Le operazioni di pianificazione fiscale aggressiva sono notevolmente varie e differenziate. Le strategie via transfer pricing distolgono, infatti, masse di profitti attraverso l’impoverimento (formale) delle funzioni delle entità locali, in un contesto in cui ancora fatica a maturare il principio per cui - ove il profitto è prodotto unitariamente - è necessario trovare criteri di ripartizione degli (extra)profitti a vantaggio di tutte le entità del gruppo o non solo di alcune di esse[27]. Diversamente, le strategie via interest and royalty pervengono al medesimo risultato – e cioè all’erosione della base imponibile della società target - attraverso il trasferimento di singoli elementi reddituali particolarmente ‘mobili’.
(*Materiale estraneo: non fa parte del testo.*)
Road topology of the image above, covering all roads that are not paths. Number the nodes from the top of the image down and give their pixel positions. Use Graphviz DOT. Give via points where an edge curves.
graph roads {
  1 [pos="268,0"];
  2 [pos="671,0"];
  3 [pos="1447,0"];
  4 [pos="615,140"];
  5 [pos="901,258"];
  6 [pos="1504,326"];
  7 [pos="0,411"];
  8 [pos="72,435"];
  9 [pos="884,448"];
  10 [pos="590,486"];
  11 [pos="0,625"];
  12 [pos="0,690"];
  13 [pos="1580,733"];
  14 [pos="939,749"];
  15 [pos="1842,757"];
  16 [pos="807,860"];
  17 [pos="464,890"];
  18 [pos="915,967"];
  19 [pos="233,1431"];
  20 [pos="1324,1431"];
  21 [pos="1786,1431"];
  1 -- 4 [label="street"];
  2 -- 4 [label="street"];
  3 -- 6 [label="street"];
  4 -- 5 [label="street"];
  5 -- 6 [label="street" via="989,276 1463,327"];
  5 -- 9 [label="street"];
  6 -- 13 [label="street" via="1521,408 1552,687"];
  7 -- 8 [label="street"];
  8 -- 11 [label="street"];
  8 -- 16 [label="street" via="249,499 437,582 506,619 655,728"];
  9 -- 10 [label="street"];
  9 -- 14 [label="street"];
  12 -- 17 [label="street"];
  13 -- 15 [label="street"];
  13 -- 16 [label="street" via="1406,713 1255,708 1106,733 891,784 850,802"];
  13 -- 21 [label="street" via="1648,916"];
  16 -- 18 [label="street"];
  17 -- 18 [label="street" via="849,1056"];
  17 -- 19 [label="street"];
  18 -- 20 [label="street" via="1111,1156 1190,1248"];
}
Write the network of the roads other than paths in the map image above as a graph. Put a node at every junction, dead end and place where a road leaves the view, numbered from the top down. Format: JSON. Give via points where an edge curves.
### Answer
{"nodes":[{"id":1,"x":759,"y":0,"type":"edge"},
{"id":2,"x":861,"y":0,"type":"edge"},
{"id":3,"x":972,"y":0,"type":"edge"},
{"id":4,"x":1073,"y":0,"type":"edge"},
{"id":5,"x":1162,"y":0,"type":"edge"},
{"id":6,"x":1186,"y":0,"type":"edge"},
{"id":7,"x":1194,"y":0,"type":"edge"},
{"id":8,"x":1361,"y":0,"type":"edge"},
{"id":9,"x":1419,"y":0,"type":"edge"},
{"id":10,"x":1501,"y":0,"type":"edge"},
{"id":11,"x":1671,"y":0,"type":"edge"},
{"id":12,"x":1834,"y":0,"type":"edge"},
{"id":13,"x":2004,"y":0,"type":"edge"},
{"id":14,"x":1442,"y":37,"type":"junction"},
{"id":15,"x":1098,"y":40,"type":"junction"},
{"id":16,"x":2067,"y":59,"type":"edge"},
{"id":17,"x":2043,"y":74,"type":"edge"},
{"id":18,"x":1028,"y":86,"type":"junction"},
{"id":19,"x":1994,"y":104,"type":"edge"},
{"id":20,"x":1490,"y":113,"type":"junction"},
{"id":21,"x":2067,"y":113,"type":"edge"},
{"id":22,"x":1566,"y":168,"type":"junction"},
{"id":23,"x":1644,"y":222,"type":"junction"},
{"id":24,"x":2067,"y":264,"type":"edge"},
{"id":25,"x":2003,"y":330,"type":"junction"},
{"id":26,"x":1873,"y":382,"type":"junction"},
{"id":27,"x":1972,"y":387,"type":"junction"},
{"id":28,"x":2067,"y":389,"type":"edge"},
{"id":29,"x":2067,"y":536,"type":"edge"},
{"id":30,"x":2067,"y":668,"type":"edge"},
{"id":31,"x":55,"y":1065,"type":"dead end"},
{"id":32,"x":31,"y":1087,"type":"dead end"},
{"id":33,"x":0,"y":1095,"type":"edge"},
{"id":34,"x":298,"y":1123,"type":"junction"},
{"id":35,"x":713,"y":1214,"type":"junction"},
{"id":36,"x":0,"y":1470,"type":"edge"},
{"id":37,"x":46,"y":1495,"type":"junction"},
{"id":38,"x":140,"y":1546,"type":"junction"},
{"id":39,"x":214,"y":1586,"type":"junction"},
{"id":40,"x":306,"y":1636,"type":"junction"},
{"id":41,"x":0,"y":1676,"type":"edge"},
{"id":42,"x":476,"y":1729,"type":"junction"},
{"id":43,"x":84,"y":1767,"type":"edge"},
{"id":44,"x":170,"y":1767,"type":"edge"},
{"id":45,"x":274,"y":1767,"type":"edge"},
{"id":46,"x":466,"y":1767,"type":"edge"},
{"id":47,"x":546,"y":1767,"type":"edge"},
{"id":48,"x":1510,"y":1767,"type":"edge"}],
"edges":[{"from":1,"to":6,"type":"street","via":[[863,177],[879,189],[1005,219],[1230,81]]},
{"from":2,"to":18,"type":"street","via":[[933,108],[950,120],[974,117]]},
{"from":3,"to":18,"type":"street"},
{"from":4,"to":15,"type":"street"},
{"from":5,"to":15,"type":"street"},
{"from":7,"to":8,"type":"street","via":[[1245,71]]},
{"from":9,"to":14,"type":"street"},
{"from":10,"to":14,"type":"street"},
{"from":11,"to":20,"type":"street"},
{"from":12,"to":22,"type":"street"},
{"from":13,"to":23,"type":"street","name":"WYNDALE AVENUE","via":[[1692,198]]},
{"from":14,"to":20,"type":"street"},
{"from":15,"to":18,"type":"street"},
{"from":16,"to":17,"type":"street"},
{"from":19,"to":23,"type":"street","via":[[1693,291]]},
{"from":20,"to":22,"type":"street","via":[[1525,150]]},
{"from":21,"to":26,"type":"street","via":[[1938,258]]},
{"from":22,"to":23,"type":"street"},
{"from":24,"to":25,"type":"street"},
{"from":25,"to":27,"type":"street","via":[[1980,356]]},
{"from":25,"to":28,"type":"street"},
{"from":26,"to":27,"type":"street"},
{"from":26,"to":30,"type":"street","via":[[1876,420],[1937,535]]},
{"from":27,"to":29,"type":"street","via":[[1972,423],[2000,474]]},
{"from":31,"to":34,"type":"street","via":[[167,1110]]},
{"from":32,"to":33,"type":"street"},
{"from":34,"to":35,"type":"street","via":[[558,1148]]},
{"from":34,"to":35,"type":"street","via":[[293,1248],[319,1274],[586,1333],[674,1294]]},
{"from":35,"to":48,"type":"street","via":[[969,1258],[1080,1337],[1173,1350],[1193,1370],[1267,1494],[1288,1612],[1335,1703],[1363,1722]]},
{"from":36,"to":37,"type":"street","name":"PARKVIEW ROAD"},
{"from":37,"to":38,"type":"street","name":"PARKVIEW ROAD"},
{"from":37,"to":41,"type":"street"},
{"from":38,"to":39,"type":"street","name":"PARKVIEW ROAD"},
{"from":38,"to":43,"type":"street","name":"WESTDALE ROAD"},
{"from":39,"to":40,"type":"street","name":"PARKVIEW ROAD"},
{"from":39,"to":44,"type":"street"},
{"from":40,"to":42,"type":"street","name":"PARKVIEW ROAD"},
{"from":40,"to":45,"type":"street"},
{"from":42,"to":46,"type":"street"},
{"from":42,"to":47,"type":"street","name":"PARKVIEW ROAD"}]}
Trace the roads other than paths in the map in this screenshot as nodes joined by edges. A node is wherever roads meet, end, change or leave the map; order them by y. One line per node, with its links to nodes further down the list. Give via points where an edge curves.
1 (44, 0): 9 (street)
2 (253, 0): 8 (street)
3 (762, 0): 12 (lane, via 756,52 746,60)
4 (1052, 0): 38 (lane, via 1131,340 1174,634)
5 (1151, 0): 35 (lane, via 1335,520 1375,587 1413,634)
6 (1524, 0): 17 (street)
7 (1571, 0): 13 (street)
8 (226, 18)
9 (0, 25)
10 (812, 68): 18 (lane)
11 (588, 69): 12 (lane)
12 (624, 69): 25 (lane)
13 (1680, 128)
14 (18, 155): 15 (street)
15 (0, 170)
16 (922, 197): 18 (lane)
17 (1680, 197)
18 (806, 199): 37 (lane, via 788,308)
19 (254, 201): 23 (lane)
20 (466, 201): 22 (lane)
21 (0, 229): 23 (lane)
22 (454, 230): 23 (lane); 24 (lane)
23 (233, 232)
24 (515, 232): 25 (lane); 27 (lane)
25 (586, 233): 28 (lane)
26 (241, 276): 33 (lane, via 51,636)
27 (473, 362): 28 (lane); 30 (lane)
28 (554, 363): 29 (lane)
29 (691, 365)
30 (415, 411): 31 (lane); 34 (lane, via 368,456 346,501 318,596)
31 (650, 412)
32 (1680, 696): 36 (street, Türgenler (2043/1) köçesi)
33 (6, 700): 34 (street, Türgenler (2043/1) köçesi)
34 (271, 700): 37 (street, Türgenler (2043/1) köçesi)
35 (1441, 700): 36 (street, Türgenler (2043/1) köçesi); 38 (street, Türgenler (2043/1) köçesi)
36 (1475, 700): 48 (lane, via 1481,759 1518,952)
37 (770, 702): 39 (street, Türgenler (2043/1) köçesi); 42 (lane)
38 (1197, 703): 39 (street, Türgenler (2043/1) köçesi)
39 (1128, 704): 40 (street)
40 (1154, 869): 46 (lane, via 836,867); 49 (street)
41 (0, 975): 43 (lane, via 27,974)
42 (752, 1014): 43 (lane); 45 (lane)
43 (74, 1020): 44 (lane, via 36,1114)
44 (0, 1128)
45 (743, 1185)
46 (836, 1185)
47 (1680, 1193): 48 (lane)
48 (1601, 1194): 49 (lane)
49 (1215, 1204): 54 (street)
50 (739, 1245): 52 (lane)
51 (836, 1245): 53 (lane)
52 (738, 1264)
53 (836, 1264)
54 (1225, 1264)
E’ tuttavia rinvenibile un elemento comune a tutte queste strategie. Ed è la creazione di una ‘asimmetria’ transfrontaliera, consistente nel creare le condizioni per il ‘travaso’ di profitti o singoli elementi reddituali formatisi presso un’entità del gruppo in una giurisdizione ad alta fiscalità a vantaggio di un’altra entità del gruppo in una giurisdizione a più basso livello impositivo.
Sono, infatti, sempre necessari schemi a due (o più) entità e una adeguata ‘sponda’ di approdo e/o di transito dei profitti distolti o degli elementi reddituali attivi corrispondenti ai costi dedotti nei vari Paesi del mondo. Occorre aprire un canale di collegamento tra la giurisdizione di residenza della c.d. target (ossia la società ‘bersaglio’ appartenente al gruppo la cui base imponibile deve essere ridotta) e un’altra giurisdizione estera in cui collocare una diversa consociata, la c.d. lower tax entity (una società con un livello impositivo nullo o più basso) sulla quale fare poi confluire i profitti distolti dalla prima. In alcuni casi, le grandi multinazionali (MNEs) provvedono a collocare direttamente la lower tax entity in un vero e proprio ‘paradiso’ che non applica imposte; ma molto più frequentemente questo ‘travaso’ diretto (dal Paese della target verso una lower tax paradisiaca) non è possibile, anche (ma non solo) in ragione del fatto che la maggioranza dei Paesi del mondo (diversamente dall’Olanda e alcuni altri) applica tassi elevati di ritenute in uscita sui flussi destinati alle giurisdizioni a fiscalità privilegiata; con l’effetto che, in ipotesi, verrebbero del tutto vanificati i risparmi ritraibili dalle menzionate strategie di minimizzazione dei profitti delle società operative locali. Risulta, quindi, fondamentale (per sottrarre profitti da una target) ricorrere alla intermediazione di un Paese ‘amico’ in cui stabilire una ‘conduit entity’ che riceve e ritrasferisce i flussi di profitti destinati poi ad affluire verso la lower tax entity estera[28]: operazione nella quale la base imponibile della conduit è sostanzialmente azzerata tenuto conto che i dividendi sono esenti e che altri elementi reddituali positivi (interessi o royalty attivi) sono compensati dalla deducibilità dei corrispondenti elementi reddituali negativi (interessi e royalty passivi).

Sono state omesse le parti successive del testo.